Старый монах, когда он это считал справедливым, босоногий, оборванный, весь в пыли, шел во дворец, требовал аудиенции и смело отстаивал тех, за кого никто не смел хлопотать.
Надо сказать, что Карл III, — не в пример позднейшим правителям Неаполя, — отличался большими достоинствами. Он упростил законодательство и судебную процедуру, смягчил жестокость наказаний, уничтожил пытку, был доступен народу, освободил его от тяжелых повинностей, ослабил влияние мрачного и властного католического духовенства, черною тучею лежавшего над благословенною Богом страною.

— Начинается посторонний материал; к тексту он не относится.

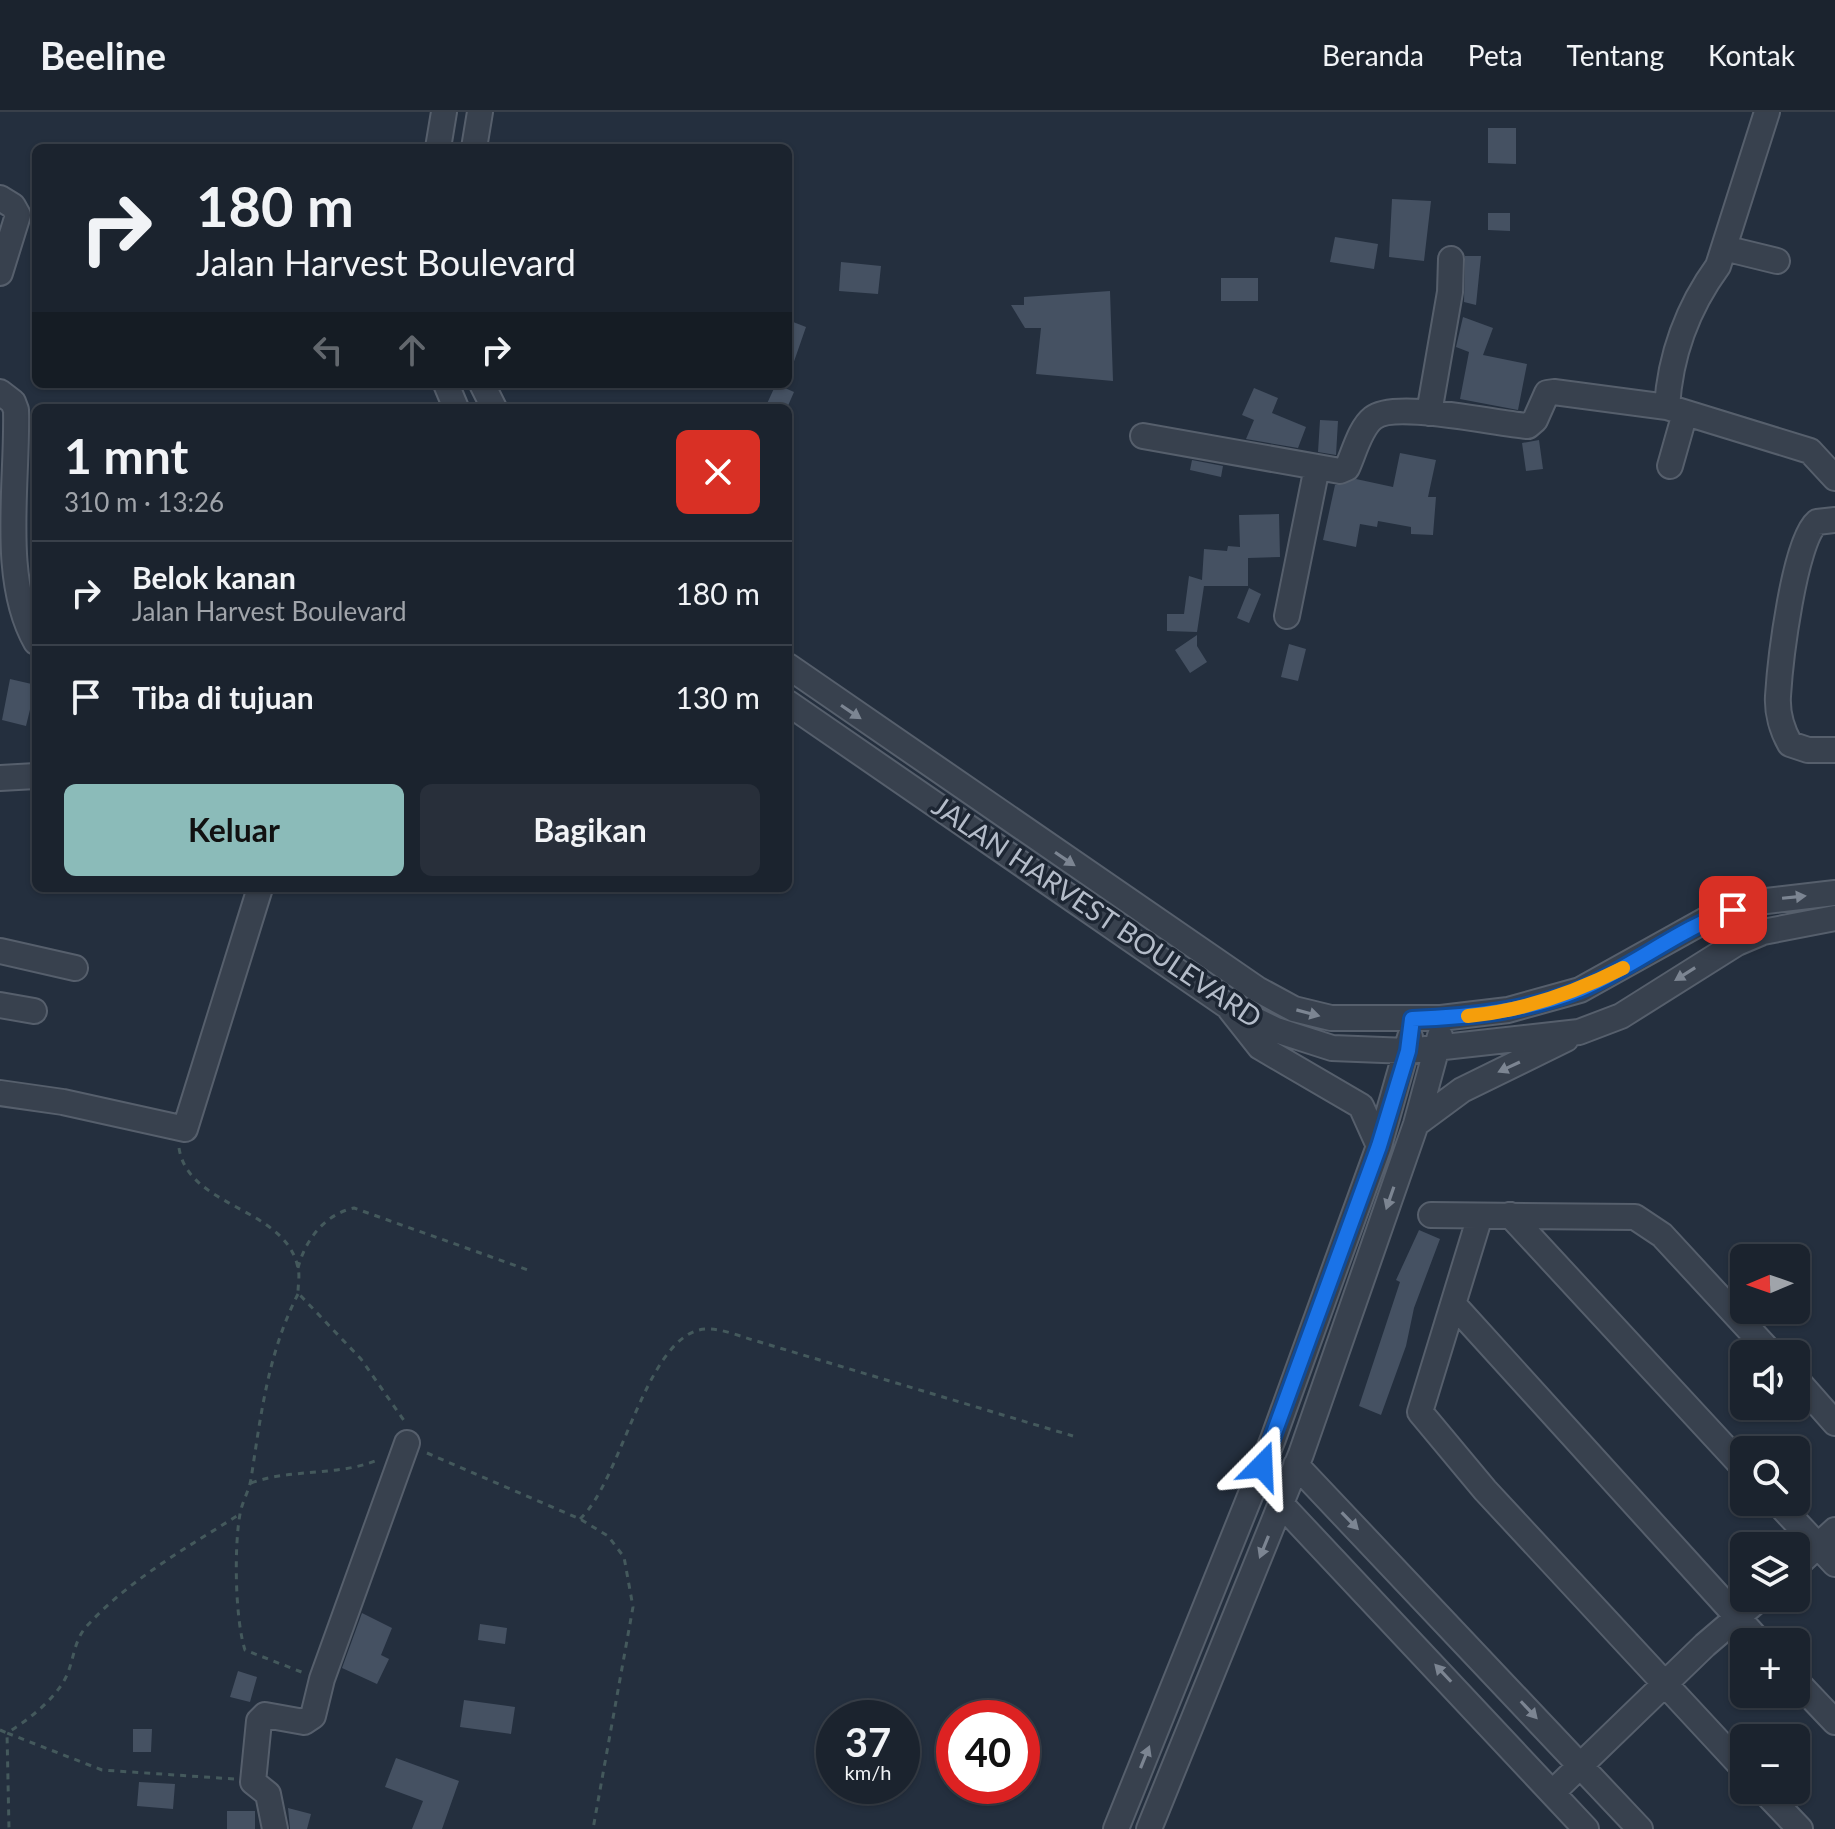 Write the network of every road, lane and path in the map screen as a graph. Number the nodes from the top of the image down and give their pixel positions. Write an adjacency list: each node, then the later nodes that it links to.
1 (444, 112): 4 (street)
2 (480, 112): 5 (street)
3 (1767, 112): 7 (street)
4 (439, 144)
5 (475, 144)
6 (0, 198): 10 (street)
7 (1724, 248): 9 (street); 12 (street)
8 (1451, 259): 13 (street)
9 (1777, 261)
10 (0, 273)
11 (0, 392): 20 (street)
12 (1676, 410): 13 (street); 15 (street); 17 (street)
13 (1429, 413): 16 (street)
14 (1143, 436): 16 (street)
15 (1670, 466)
16 (1317, 467): 19 (street)
17 (1835, 478)
18 (1835, 520): 23 (street)
19 (1287, 616)
20 (32, 636)
21 (792, 669): 24 (street, JALAN HARVEST BOULEVARD, one-way to 24)
22 (792, 706): 27 (street, JALAN HARVEST BOULEVARD)
23 (1835, 750)
24 (930, 764): 27 (street); 37 (street, JALAN HARVEST BOULEVARD, one-way to 37)
25 (32, 776): 26 (street)
26 (0, 778)
27 (914, 789): 34 (street, JALAN HARVEST BOULEVARD)
28 (259, 892): 43 (street)
29 (1835, 893): 36 (street, JALAN HARVEST BOULEVARD, one-way to 29)
30 (1835, 918): 38 (street, JALAN HARVEST BOULEVARD, one-way to 38)
31 (0, 951): 32 (street)
32 (75, 968)
33 (0, 1005): 35 (street)
34 (1229, 1007): 40 (street, JALAN HARVEST BOULEVARD); 44 (street)
35 (34, 1011)
36 (1441, 1018): 37 (street, JALAN HARVEST BOULEVARD); 39 (street)
37 (1412, 1019): 40 (street)
38 (1579, 1032): 39 (street, JALAN HARVEST BOULEVARD); 42 (street, one-way to 42)
39 (1439, 1049): 40 (street, JALAN HARVEST BOULEVARD); 42 (street)
40 (1408, 1051): 44 (street)
41 (0, 1093): 43 (street)
42 (1416, 1124): 58 (street, one-way to 58)
43 (185, 1129): 48 (path)
44 (1379, 1146): 83 (street, one-way to 44)
45 (1431, 1215): 47 (street)
46 (1510, 1215): 47 (street); 52 (street); 57 (street)
47 (1480, 1216): 51 (street)
48 (298, 1268): 49 (path); 50 (path)
49 (528, 1270)
50 (298, 1293): 56 (path); 59 (path)
51 (1455, 1306): 68 (street); 71 (street)
52 (1759, 1340)
53 (1810, 1395): 54 (street)
54 (1835, 1423)
55 (1073, 1436): 63 (path)
56 (407, 1443): 59 (path); 63 (path); 70 (street)
57 (1730, 1453)
58 (1296, 1465): 60 (street); 77 (street, one-way to 77)
59 (250, 1483): 61 (path)
60 (1281, 1504): 77 (street, one-way to 60); 84 (street, one-way to 84)
61 (240, 1514): 70 (path); 75 (path)
62 (1796, 1516): 64 (street)
63 (580, 1519): 82 (path)
64 (1827, 1538): 65 (street); 66 (street)
65 (1810, 1553)
66 (1835, 1564)
67 (1744, 1612): 68 (street)
68 (1737, 1618): 69 (street); 71 (street)
69 (1747, 1628)
70 (322, 1679): 78 (street)
71 (1667, 1683): 76 (street); 77 (street)
72 (1810, 1696): 73 (street)
73 (1835, 1722)
74 (0, 1730): 75 (path)
75 (7, 1733): 78 (path); 80 (path)
76 (1730, 1753)
77 (1566, 1779): 85 (street); 86 (street)
78 (253, 1782): 81 (street)
79 (1776, 1804): 87 (street)
80 (9, 1829)
81 (275, 1829)
82 (593, 1829)
83 (1116, 1829)
84 (1149, 1829)
85 (1586, 1829)
86 (1640, 1829)
87 (1800, 1829) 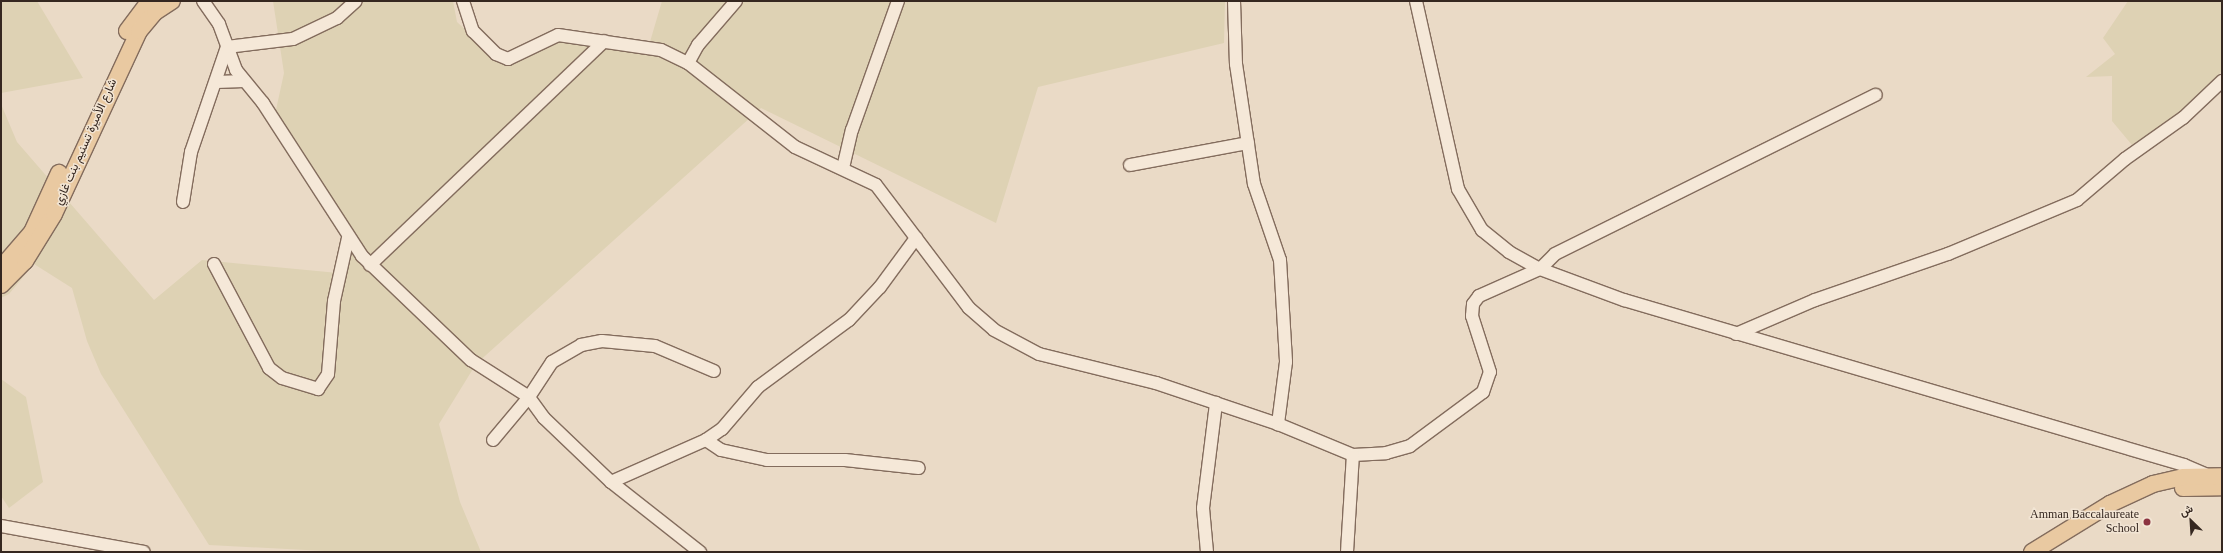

Он основал массы школ, старался об улучшении нравов. Во время этой монаршей работы, падре Рокко был не последнею спицею в колеснице и облегчал королям их просветительный труд, боролся в самых глубоких слоях народа с невежеством того времени. Народ слепо верил Рокко… Часто, когда толпы буйных бедняков шли требовать отмены мер, клонившихся к их же благу, — навстречу им шел падре Рокко и отрезвлял их.




Портрет Грегорио-Марии Рокко (художник Никола Юппарьелло, доминиканский монастырь при храме Мадонны дель Арко)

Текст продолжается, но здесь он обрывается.